Health Insurance Coverage in the United States: 2020 finds that 8.6% of Americans, or 28 million people, did not have health insurance at any point in 2020. Between 2018 and 2020, the rate of private health insurance coverage decreased by 0.8 percentage points, and the rate of public health insurance coverage increased by 0.4 percentage points. The percentage of people covered by any type of health insurance in 2020 was not significantly different than 2018. Uninsured rates for children under the age of 19 rose 1.6 percentage points to 9.3%.
Supplemental Poverty Measure: 2020 discusses the SPM rate, which extends the official poverty measure by accounting for government assistance to low-income households and expenses for critical goods and services like housing. In 2020, the overall SPM was 9.1%, 2.6 percentage points lower than in 2019. This is the first-time poverty was lower using the SPM than the official poverty rate and likely reflects the effect of effects of extraordinary policy measures in 2020: while Social Security and unemployment insurance benefits are included in income in both the official poverty measure and the SPM, the SPM also accounts for additional benefits like economic impact payments.
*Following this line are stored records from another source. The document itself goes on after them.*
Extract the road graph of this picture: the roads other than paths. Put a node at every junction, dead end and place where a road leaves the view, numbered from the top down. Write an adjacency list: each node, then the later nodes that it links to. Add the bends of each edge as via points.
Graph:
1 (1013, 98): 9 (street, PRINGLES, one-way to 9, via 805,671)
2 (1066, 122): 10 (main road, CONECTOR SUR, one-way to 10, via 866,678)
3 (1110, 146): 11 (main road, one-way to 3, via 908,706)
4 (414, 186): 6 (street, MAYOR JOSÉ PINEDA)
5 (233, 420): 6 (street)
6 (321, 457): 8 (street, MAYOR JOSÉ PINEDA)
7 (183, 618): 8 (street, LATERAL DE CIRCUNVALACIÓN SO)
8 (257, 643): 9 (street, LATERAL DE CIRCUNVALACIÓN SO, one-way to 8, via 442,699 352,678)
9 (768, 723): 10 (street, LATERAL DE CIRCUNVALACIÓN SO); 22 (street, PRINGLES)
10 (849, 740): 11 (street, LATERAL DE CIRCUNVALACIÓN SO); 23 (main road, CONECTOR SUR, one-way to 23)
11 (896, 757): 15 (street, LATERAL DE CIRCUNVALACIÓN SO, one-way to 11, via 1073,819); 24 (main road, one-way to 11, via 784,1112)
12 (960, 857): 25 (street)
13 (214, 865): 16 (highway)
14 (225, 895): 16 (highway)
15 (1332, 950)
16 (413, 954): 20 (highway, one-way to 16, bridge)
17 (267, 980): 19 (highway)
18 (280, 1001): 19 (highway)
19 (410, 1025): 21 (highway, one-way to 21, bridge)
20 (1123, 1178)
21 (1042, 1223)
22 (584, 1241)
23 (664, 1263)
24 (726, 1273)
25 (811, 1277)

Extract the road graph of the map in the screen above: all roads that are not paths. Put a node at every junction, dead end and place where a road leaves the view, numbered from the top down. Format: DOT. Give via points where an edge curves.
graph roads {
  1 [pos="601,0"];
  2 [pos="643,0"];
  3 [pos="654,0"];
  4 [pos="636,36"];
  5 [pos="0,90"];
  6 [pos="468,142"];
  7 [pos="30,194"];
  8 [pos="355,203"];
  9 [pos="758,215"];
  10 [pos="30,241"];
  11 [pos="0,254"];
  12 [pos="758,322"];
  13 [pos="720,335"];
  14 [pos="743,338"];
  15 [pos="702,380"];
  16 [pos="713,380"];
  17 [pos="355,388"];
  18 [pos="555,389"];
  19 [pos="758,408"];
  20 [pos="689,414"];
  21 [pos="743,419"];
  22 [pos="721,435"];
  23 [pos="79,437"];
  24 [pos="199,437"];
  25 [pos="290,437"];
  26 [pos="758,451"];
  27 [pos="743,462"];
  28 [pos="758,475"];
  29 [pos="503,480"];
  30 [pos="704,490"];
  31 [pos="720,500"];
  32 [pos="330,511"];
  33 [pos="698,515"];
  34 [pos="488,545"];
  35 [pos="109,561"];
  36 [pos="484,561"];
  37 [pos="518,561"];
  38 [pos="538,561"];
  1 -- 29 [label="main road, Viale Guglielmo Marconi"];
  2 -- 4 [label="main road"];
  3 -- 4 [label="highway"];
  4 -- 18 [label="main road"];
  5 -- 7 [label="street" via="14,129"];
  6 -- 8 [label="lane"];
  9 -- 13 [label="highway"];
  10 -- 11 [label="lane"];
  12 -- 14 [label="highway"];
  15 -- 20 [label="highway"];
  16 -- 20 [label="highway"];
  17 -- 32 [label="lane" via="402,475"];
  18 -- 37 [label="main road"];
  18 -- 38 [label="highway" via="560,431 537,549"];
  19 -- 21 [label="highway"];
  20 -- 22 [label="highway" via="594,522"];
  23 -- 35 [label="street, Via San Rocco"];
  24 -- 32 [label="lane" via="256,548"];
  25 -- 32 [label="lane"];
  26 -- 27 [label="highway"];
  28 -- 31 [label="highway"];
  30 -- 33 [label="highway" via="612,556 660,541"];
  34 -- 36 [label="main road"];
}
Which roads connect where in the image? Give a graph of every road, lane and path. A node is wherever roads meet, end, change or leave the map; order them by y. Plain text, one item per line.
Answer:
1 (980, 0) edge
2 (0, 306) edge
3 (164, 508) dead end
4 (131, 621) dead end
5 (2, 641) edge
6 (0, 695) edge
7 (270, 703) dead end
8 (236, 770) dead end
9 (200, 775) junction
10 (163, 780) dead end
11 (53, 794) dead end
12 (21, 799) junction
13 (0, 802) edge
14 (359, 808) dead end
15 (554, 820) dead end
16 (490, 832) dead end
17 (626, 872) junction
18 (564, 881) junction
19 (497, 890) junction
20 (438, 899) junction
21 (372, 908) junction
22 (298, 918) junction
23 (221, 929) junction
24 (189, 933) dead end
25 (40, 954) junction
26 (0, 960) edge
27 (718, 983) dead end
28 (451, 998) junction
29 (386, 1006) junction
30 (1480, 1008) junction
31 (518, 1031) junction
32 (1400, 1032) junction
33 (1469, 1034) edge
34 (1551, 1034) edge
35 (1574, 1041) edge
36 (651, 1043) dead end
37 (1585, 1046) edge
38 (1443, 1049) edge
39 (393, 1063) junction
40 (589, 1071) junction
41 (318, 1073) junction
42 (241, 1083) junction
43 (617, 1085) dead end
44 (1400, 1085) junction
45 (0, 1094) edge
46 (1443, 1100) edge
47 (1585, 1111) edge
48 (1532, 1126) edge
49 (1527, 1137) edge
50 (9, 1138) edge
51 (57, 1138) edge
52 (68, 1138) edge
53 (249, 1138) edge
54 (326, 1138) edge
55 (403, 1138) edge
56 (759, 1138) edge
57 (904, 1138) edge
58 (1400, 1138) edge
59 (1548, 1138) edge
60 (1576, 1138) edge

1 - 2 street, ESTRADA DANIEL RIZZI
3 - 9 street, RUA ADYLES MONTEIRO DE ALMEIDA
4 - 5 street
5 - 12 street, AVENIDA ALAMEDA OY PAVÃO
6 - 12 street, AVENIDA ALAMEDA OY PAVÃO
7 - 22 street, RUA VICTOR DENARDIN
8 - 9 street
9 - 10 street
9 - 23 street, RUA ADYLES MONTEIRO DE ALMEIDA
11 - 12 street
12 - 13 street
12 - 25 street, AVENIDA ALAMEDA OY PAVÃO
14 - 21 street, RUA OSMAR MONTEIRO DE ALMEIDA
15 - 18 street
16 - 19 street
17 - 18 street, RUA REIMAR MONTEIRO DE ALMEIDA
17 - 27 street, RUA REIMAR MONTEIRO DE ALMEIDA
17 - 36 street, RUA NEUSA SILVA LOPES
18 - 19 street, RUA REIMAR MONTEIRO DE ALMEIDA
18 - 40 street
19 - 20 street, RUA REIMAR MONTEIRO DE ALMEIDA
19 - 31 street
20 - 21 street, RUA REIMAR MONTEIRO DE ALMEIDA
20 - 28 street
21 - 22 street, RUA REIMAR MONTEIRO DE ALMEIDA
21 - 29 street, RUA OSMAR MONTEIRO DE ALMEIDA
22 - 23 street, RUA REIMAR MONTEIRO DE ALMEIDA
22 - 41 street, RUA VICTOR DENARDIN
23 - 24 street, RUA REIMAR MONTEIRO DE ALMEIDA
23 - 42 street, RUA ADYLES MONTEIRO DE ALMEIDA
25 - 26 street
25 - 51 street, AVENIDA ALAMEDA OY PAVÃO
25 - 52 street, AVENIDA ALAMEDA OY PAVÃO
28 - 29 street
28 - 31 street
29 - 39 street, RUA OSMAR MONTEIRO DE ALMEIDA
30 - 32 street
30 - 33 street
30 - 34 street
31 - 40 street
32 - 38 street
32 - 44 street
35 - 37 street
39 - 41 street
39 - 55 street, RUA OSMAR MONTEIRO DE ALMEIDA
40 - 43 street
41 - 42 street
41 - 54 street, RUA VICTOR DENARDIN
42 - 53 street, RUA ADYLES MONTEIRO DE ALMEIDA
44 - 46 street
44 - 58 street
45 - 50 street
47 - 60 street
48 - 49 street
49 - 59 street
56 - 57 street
The report also shows the effect that various programs have on the number who would be considered poor in 2020. Social Security kept 26.5 million people out of poverty in 2020, and economic impact or stimulus payments kept 11.7 million people out of poverty. Unemployment insurance payments and refundable tax credits kept 5.5 million and 5.3 million out of poverty, respectively. Commentary from Economic Policy Institute staff suggests expanded unemployment insurance may have kept considerably more people out of poverty than is reported, since the data rely on respondents self-reporting receipt of benefits. Housing subsidies prevented 2.4 million individuals from falling into poverty, while SNAP and Supplemental Security Income (SSI) benefits kept 2.9 million and 2.7 million people out of poverty.